Could you repeat the entries below exactly, but only from the line with "ring mcp: (111, 183)" through the line with "pinky tip: (92, 111)", and without any picture?

________

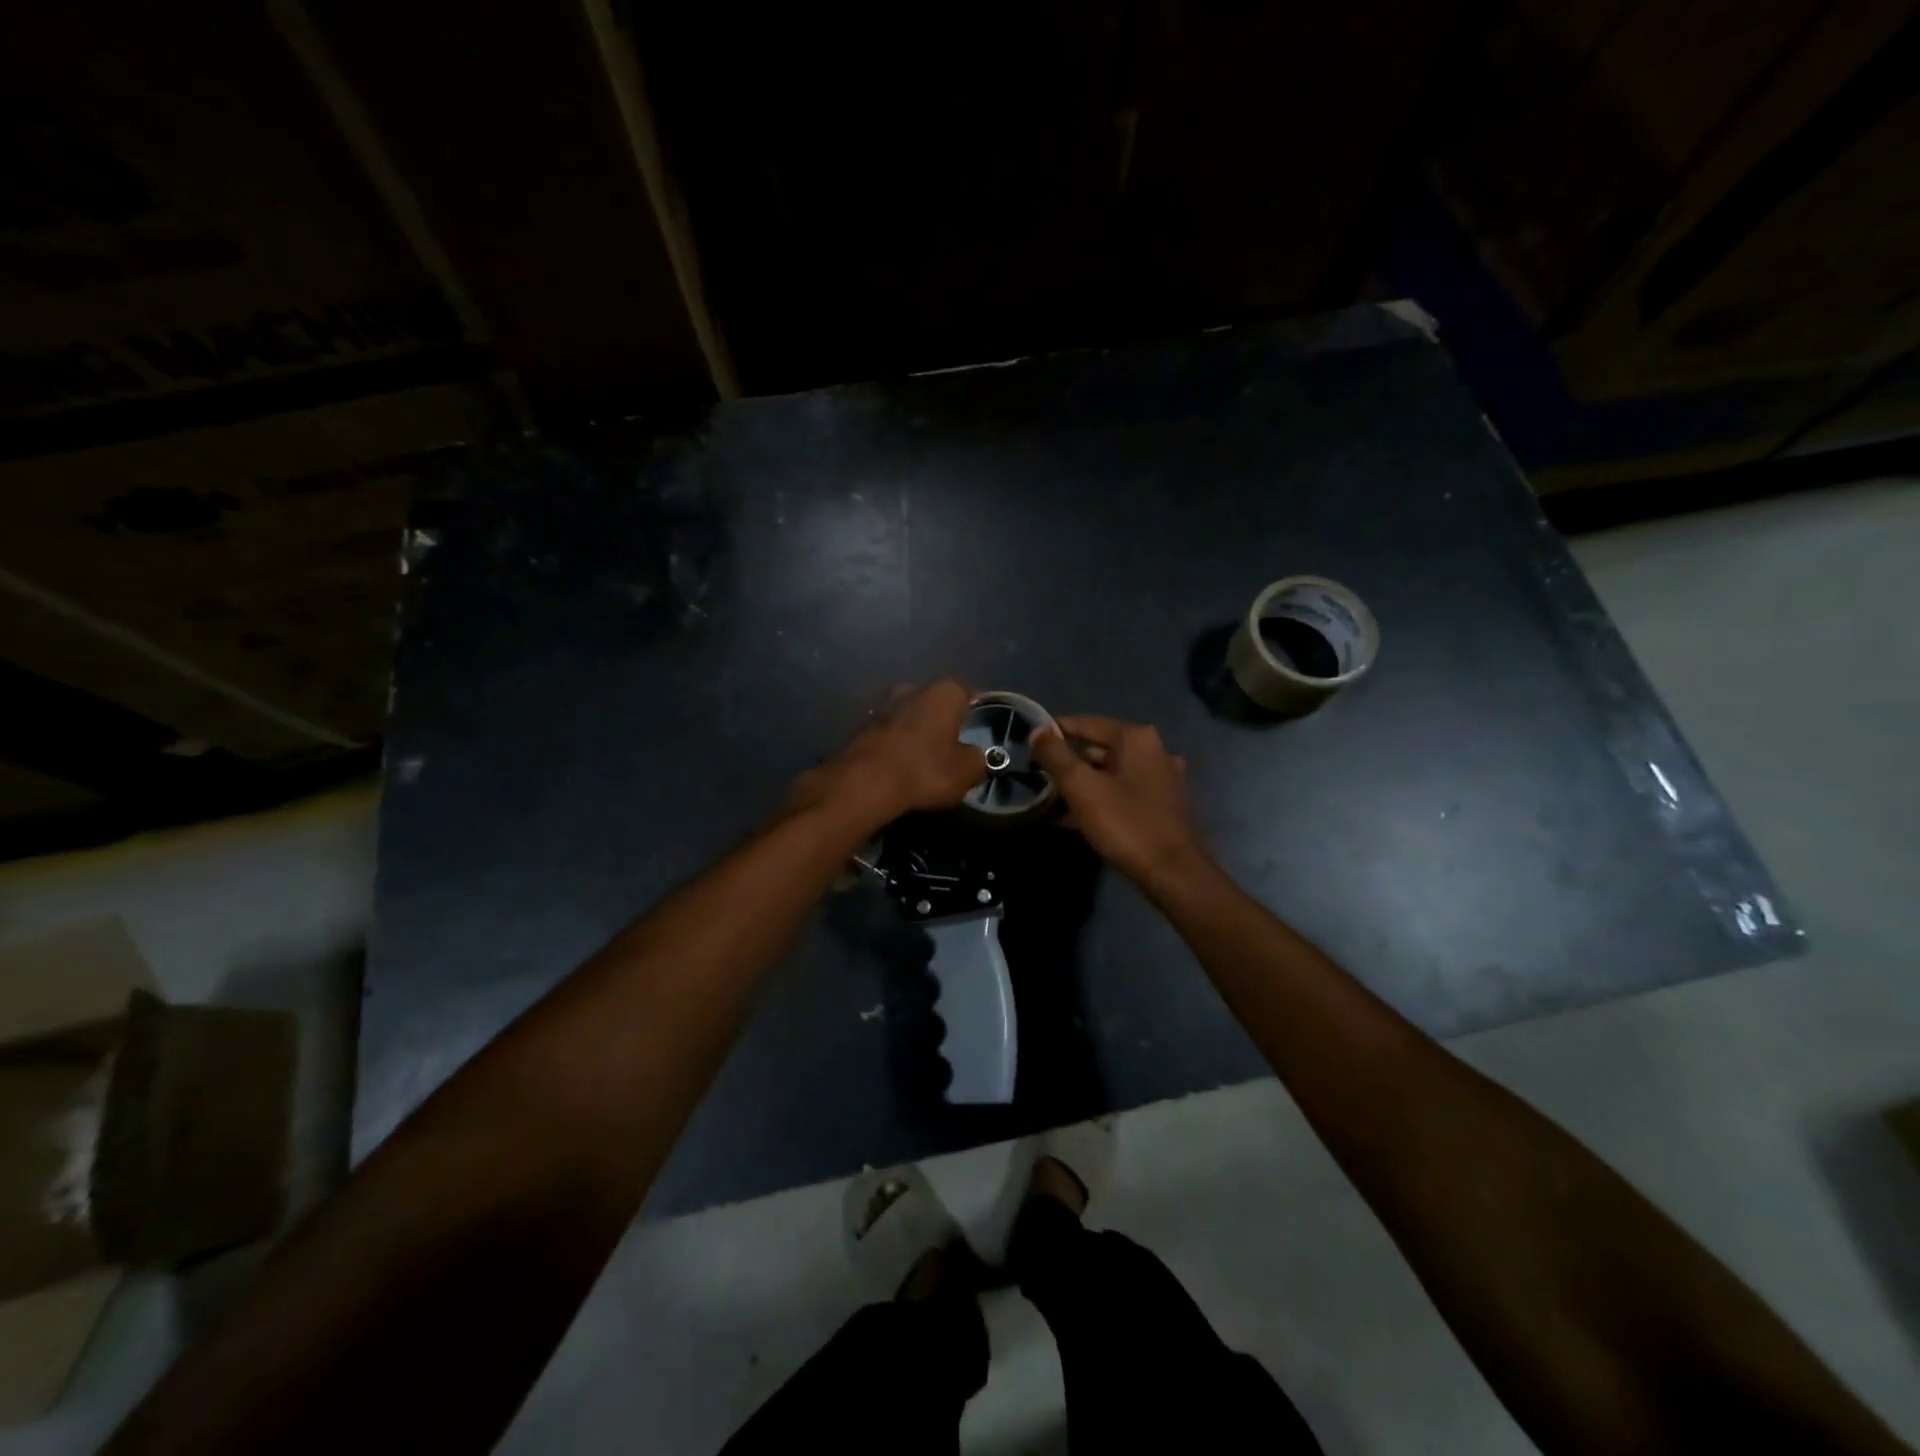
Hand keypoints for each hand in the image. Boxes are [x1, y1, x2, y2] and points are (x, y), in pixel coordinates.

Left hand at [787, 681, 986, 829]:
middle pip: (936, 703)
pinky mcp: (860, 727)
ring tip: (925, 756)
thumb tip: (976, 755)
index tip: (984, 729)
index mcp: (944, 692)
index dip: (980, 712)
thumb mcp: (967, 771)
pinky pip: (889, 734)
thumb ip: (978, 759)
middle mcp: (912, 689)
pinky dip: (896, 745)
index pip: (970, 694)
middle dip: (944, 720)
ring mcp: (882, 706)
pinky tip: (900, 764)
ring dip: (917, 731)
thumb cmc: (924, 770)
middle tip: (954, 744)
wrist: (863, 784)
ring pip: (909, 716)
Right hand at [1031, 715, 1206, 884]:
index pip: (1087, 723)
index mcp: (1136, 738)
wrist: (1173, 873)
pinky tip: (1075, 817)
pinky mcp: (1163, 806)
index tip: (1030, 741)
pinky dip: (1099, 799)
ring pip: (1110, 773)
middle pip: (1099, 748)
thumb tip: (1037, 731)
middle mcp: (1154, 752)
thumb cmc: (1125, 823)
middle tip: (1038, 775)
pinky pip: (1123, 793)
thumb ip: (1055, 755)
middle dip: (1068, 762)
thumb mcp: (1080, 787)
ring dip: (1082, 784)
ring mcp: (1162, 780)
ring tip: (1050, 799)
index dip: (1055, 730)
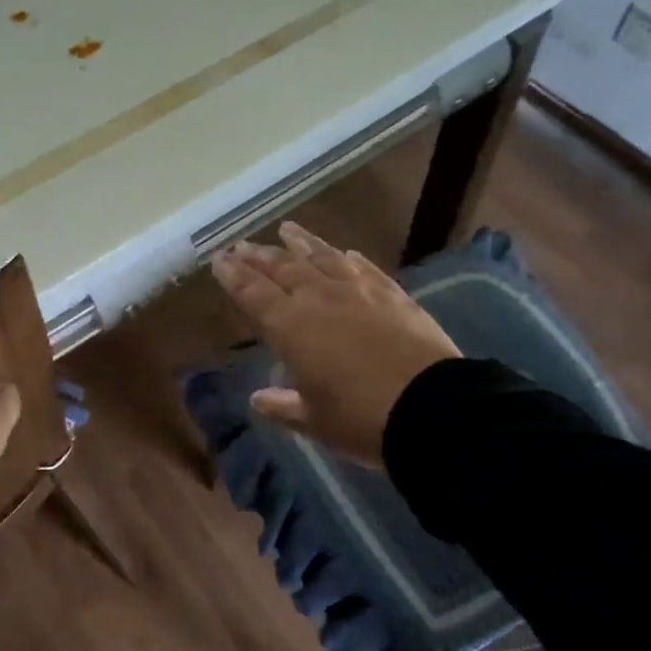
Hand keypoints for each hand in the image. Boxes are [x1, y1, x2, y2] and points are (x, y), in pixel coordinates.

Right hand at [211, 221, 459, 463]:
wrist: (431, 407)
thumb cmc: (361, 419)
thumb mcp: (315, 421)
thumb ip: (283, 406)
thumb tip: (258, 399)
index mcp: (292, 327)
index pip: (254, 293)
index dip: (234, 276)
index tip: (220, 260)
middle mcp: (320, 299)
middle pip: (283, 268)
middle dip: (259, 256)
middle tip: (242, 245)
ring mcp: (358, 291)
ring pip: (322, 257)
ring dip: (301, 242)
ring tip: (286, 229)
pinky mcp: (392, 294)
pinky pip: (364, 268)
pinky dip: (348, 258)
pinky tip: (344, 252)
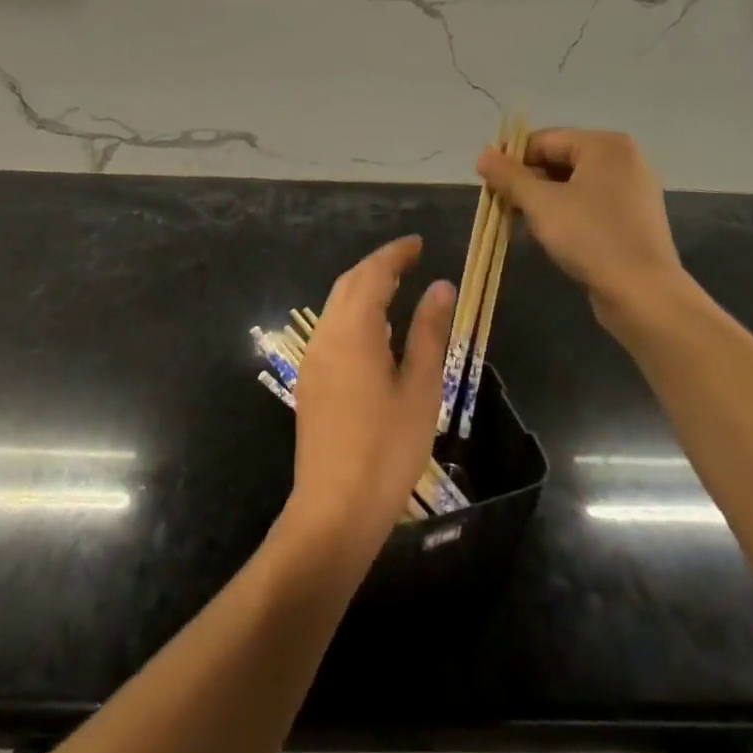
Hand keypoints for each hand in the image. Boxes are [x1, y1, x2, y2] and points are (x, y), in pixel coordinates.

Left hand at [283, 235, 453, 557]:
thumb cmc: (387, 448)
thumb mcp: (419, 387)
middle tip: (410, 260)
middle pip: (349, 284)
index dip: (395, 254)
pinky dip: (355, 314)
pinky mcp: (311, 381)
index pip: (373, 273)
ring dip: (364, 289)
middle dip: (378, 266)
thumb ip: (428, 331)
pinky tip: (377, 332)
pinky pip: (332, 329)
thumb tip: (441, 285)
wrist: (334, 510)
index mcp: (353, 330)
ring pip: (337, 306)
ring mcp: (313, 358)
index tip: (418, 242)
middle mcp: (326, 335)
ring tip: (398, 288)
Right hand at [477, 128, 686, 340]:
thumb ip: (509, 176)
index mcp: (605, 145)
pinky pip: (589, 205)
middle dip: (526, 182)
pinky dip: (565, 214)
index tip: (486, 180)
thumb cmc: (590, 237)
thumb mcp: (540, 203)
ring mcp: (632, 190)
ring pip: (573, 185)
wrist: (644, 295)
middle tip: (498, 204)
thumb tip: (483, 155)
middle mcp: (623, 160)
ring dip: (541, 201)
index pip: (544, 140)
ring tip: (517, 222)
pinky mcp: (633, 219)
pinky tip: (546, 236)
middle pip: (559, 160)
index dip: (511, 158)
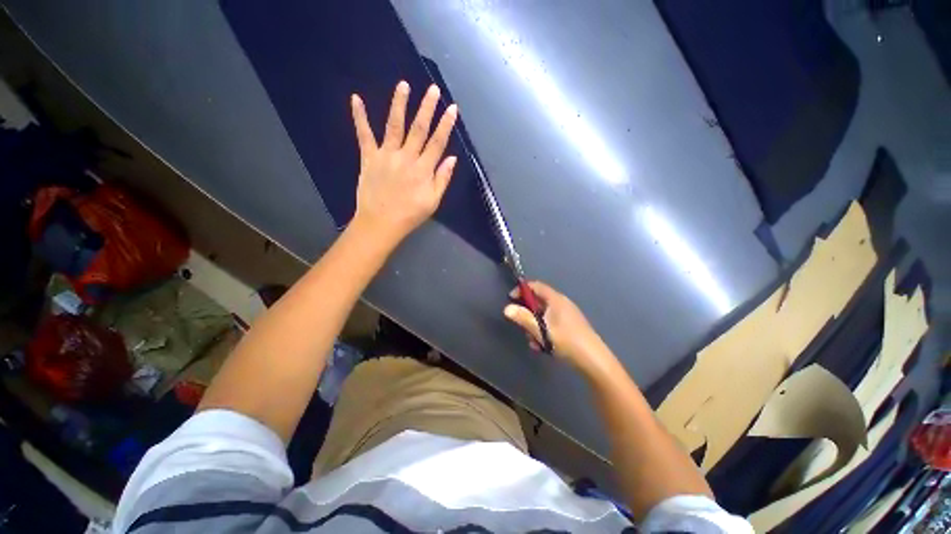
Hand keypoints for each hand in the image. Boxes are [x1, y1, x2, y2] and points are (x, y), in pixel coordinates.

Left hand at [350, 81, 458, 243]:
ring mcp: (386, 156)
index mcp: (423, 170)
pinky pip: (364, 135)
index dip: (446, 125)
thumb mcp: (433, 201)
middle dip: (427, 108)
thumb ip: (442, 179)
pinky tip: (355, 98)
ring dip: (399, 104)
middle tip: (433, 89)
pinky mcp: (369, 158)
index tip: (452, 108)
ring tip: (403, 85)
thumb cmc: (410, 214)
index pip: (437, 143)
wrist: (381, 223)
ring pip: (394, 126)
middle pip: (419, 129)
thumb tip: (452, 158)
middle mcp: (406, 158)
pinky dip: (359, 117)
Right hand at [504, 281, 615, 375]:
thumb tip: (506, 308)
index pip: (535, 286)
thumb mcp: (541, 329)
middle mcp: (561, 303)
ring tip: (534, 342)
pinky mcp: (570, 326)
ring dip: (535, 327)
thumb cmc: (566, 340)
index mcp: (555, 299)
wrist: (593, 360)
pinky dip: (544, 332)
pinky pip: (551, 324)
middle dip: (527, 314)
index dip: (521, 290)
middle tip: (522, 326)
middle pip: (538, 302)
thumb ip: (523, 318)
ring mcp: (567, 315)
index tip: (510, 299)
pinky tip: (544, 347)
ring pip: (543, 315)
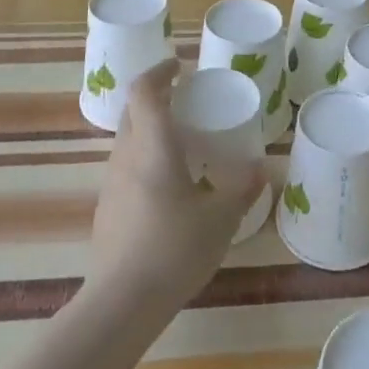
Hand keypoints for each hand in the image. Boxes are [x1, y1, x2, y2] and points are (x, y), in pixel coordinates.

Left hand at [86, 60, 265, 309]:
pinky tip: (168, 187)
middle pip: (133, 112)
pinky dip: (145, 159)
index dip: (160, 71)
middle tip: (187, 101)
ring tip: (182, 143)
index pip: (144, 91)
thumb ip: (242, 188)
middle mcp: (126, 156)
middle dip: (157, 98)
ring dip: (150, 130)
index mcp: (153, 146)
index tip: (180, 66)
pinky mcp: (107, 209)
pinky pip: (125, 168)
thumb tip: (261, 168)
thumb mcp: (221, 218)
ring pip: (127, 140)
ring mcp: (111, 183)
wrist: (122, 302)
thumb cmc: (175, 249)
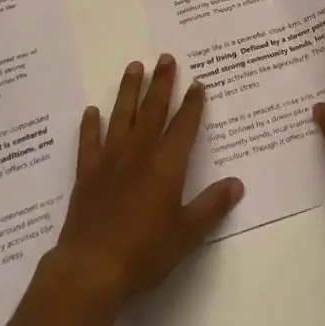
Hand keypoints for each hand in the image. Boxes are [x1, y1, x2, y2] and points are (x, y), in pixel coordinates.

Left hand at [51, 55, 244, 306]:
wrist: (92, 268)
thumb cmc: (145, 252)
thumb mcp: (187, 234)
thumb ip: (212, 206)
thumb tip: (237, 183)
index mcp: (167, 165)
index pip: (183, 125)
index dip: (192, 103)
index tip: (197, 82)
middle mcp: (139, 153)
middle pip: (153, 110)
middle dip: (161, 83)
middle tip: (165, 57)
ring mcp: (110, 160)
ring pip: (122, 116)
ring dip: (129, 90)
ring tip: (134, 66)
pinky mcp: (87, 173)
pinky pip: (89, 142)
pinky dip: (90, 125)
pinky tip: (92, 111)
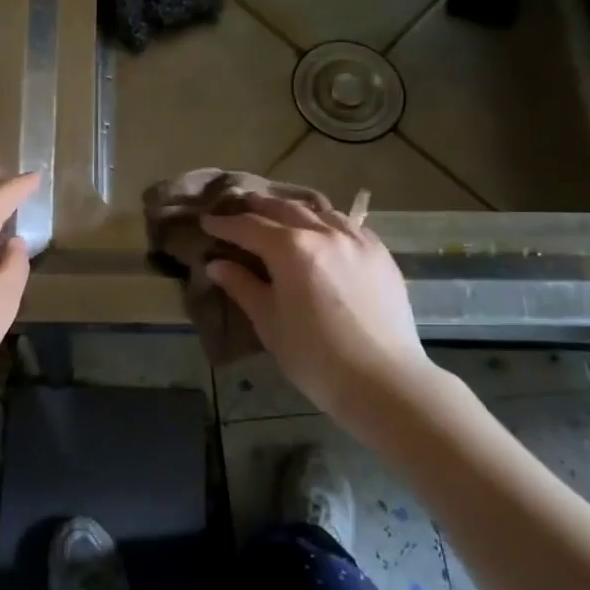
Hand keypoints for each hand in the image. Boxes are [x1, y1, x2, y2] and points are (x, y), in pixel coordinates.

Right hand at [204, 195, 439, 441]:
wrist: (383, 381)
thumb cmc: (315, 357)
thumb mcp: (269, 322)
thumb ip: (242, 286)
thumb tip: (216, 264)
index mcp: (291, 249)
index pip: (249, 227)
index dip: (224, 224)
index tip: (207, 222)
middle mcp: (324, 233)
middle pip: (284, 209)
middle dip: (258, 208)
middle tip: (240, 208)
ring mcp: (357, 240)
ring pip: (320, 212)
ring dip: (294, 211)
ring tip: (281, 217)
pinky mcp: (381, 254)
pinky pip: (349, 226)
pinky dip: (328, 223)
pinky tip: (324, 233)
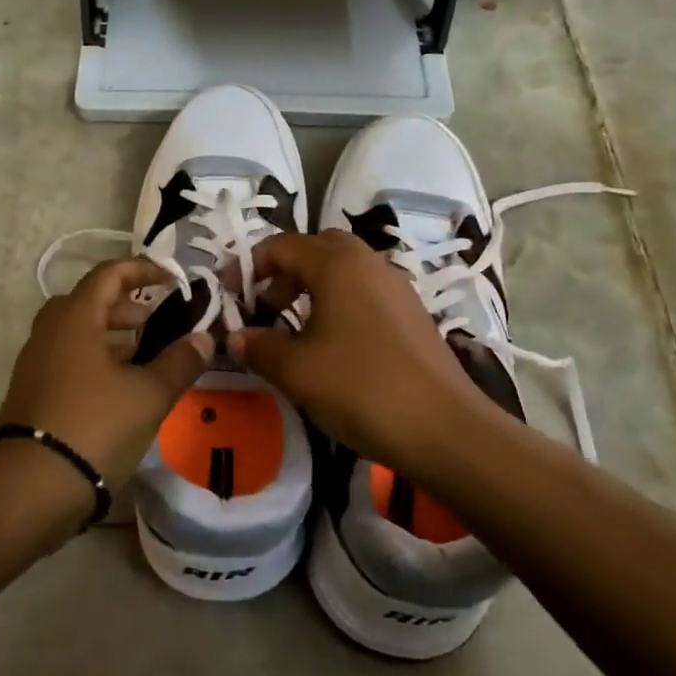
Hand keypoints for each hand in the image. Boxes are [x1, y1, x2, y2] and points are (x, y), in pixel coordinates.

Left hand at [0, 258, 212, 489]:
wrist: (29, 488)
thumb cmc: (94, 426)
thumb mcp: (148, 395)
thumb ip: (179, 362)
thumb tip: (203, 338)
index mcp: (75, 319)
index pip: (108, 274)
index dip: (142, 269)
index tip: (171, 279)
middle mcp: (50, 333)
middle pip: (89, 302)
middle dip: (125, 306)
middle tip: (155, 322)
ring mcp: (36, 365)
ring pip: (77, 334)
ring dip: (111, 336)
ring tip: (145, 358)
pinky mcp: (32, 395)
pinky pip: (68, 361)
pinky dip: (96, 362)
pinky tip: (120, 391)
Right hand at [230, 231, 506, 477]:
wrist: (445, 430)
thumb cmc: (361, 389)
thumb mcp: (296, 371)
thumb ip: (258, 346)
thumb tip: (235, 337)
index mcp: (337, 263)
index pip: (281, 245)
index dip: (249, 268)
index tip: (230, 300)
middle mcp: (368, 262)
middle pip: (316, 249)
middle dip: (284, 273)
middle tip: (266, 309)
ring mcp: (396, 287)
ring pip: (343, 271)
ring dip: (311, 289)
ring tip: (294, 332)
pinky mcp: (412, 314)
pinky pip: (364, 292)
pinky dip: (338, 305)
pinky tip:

________

> _Answer section_
ring mcp: (111, 183)
wrist: (122, 302)
thumb cmc: (175, 249)
Hand keypoints for each hand in the image. Boxes are [x1, y1, x2, y2] and points are (x, y), in pixel coordinates.

Left hand at [51, 55, 244, 306]:
wrist: (92, 268)
thumb cmc: (145, 252)
thumb mcp: (187, 234)
thumb ip: (212, 206)
thumb tip: (237, 183)
index mcp: (167, 165)
index pip: (183, 125)
index dip: (192, 103)
index tip: (197, 82)
middle mcp: (139, 153)
middle pip: (153, 110)
middle dip: (161, 83)
middle tip: (165, 57)
ring mcp: (110, 160)
ring pip: (122, 116)
ring dip: (129, 90)
ring tip: (134, 66)
pinky mcp: (87, 173)
pinky pip: (89, 142)
pinky dip: (90, 125)
pinky tip: (92, 111)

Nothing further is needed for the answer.